McDonald goes into fine but not overbearing detail setting the scenes,
integrating the city as vibrant background into the experiences of the
characters and their histories. The
research obvious, Turkey’s heritage is woven into the story in a way few
writers of sci-fi these days take the time to do. At the crossroads of Europe and Asia—some of
the oldest and most sought after territory in human history—McDonald makes good
use of the setting, much to the reader’s benefit.

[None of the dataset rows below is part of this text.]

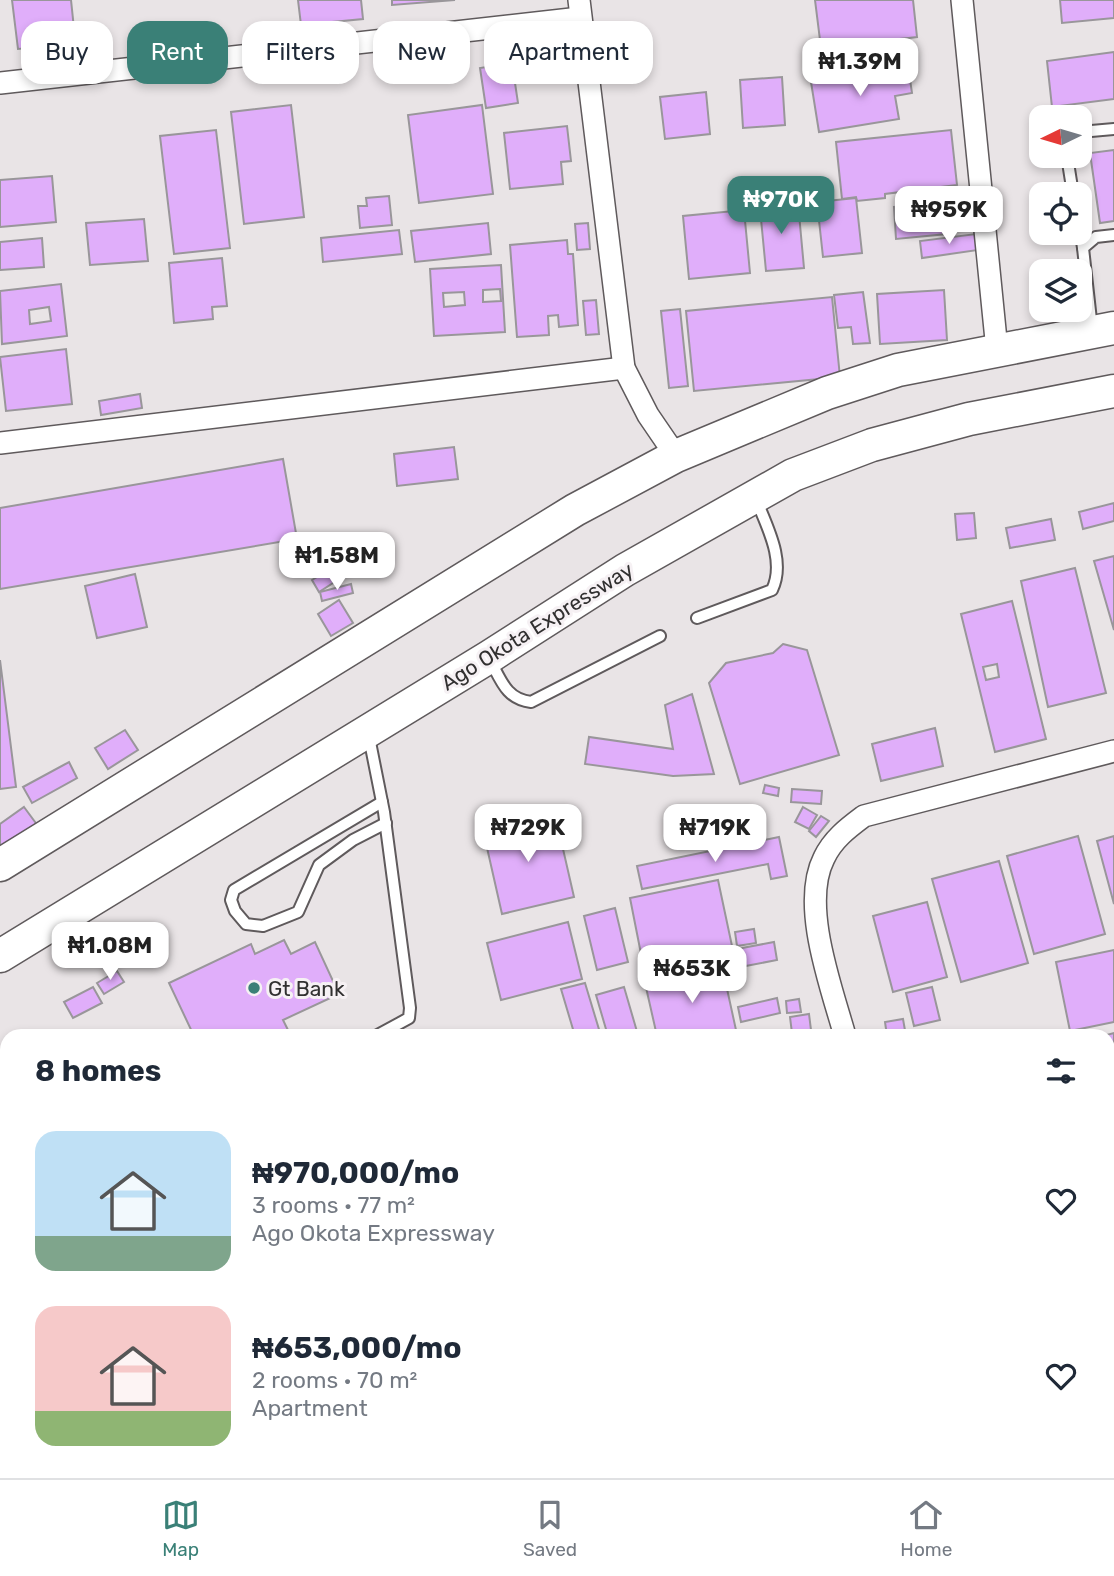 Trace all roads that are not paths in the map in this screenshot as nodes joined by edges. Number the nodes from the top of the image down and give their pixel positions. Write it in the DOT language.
graph roads {
  1 [pos="962,0"];
  2 [pos="580,9"];
  3 [pos="0,83"];
  4 [pos="1114,129"];
  5 [pos="1092,131"];
  6 [pos="1114,235"];
  7 [pos="1083,245"];
  8 [pos="1083,248"];
  9 [pos="1103,330"];
  10 [pos="997,351"];
  11 [pos="624,368"];
  12 [pos="1114,391"];
  13 [pos="0,443"];
  14 [pos="676,456"];
  15 [pos="755,495"];
  16 [pos="697,618"];
  17 [pos="660,636"];
  18 [pos="489,657"];
  19 [pos="368,730"];
  20 [pos="1114,751"];
  21 [pos="382,802"];
  22 [pos="386,823"];
  23 [pos="0,866"];
  24 [pos="0,956"];
  25 [pos="390,1029"];
  26 [pos="843,1029"];
  1 -- 10 [label="street"];
  2 -- 3 [label="street"];
  2 -- 11 [label="street"];
  4 -- 5 [label="lane"];
  6 -- 8 [label="lane"];
  7 -- 8 [label="lane"];
  8 -- 9 [label="lane"];
  9 -- 10 [label="main road"];
  10 -- 14 [label="main road"];
  11 -- 13 [label="street"];
  11 -- 14 [label="street"];
  12 -- 15 [label="main road, Ago Okota Expressway"];
  14 -- 23 [label="main road"];
  15 -- 16 [label="lane"];
  15 -- 18 [label="main road, Ago Okota Expressway"];
  17 -- 18 [label="lane"];
  18 -- 19 [label="main road, Ago Okota Expressway"];
  19 -- 21 [label="lane"];
  19 -- 24 [label="main road, Ago Okota Expressway"];
  20 -- 26 [label="street"];
  21 -- 22 [label="lane"];
  21 -- 22 [label="lane"];
  22 -- 25 [label="lane"];
}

Taking the past and present and twisting
ever so slightly to make a future, a wholly plausible version of Istanbul circa
2027 is constructed by McDonald. The
different evolutions of nanotech, for example: Can’s robot, the swarm bots
employed by the police, the use of nanotech in inhalant drugs—both legal and
illegal—is presented in a realistic fashion no author I’ve yet to encounter has
been able, including Stephenson in The Diamond Age. The final extrapolation
McDonald performs with nano (the one left to our imaginations) and its
potential cohabitation with our bodies is just mind-boggling. That the author also ties nanotech to the
miniatures and intricacies of Orthodox, Muslim, Jannish, Hindu, and other
religious objects, imagery, statuaries, and totems is, however, the icing on
the literary cake. Paralleling
ideologies contemporary and pagan with nano, in addition the intricacies of
inter-cultural issues (the troubles integrating Kurds into Turkish society and
silent malice towards the Greeks), McDonald is on top of his game in presenting
a near-future reality that keeps its feet firmly planted in the variety of life
and behavior on Earth today while introducing the potential technology and its
effects for tomorrow.
There are, however, numerous moments
that make The Dervish House feel like
McDonald was trying to back away from the presentation of his more singular style
and write a mainstream novel. Toning
down his prose from the literary pyrotechnics of Hearts, Hands, and Voices and the vivid, visual pacing of River of Gods, The Dervish
House is more evenly paced and readily comprehensible; rather than allusion
and metaphor, meaning is most often stated directly. Along with a style that effectively repeats
words and phrases for emphasis, McDonald also utilizes a few well-worn plot
devices. The hunt Ayse goes on will be
familiar to fans of Indiana Jones, as
will her husband’s wheeling and dealing to net the sweetest deal to any person
familiar with stories of golden boys on the stock exchange. The outcomes of these two sub-stories
likewise strain the limits of believability, as well as draw questions about
their overall relevance to the plot. It
should clearly be stated, however, that McDonald presents these rather clichéd
elements in his own voice, making them at least bearable. Given his track record with critics compared
to popular opinion, writing a story more accessible without sacrificing heart
can be forgiven.
In the end, The Dervish House is a continuation of McDonald’s run at writing
books that are lyrically mature, sci-fi in scope, and socio-culturally relevant
in detail. Though more readily accessible
given the style in which it is written, the underlying cultural and technical
issues remain complex and pertinent.
Leyla and the nanotech she and her partners peddle is a
thought-provoking possibility, while the shadowy group Necdet encounters make
the import of the scientific advancement all the more scary. McDonald seeming to rein himself in, The Dervish House is less evocative than
River of Gods or Necroville,
but the backdrop of the Istanbul, the history of Turkey, and the
interrelationship of economics and advanced technology as presented through the
lives of the six characters is explored in entertaining and interesting
detail. It goes without saying, if you
enjoyed McDonald’s other work, it’s difficult for The Dervish House to disappoint.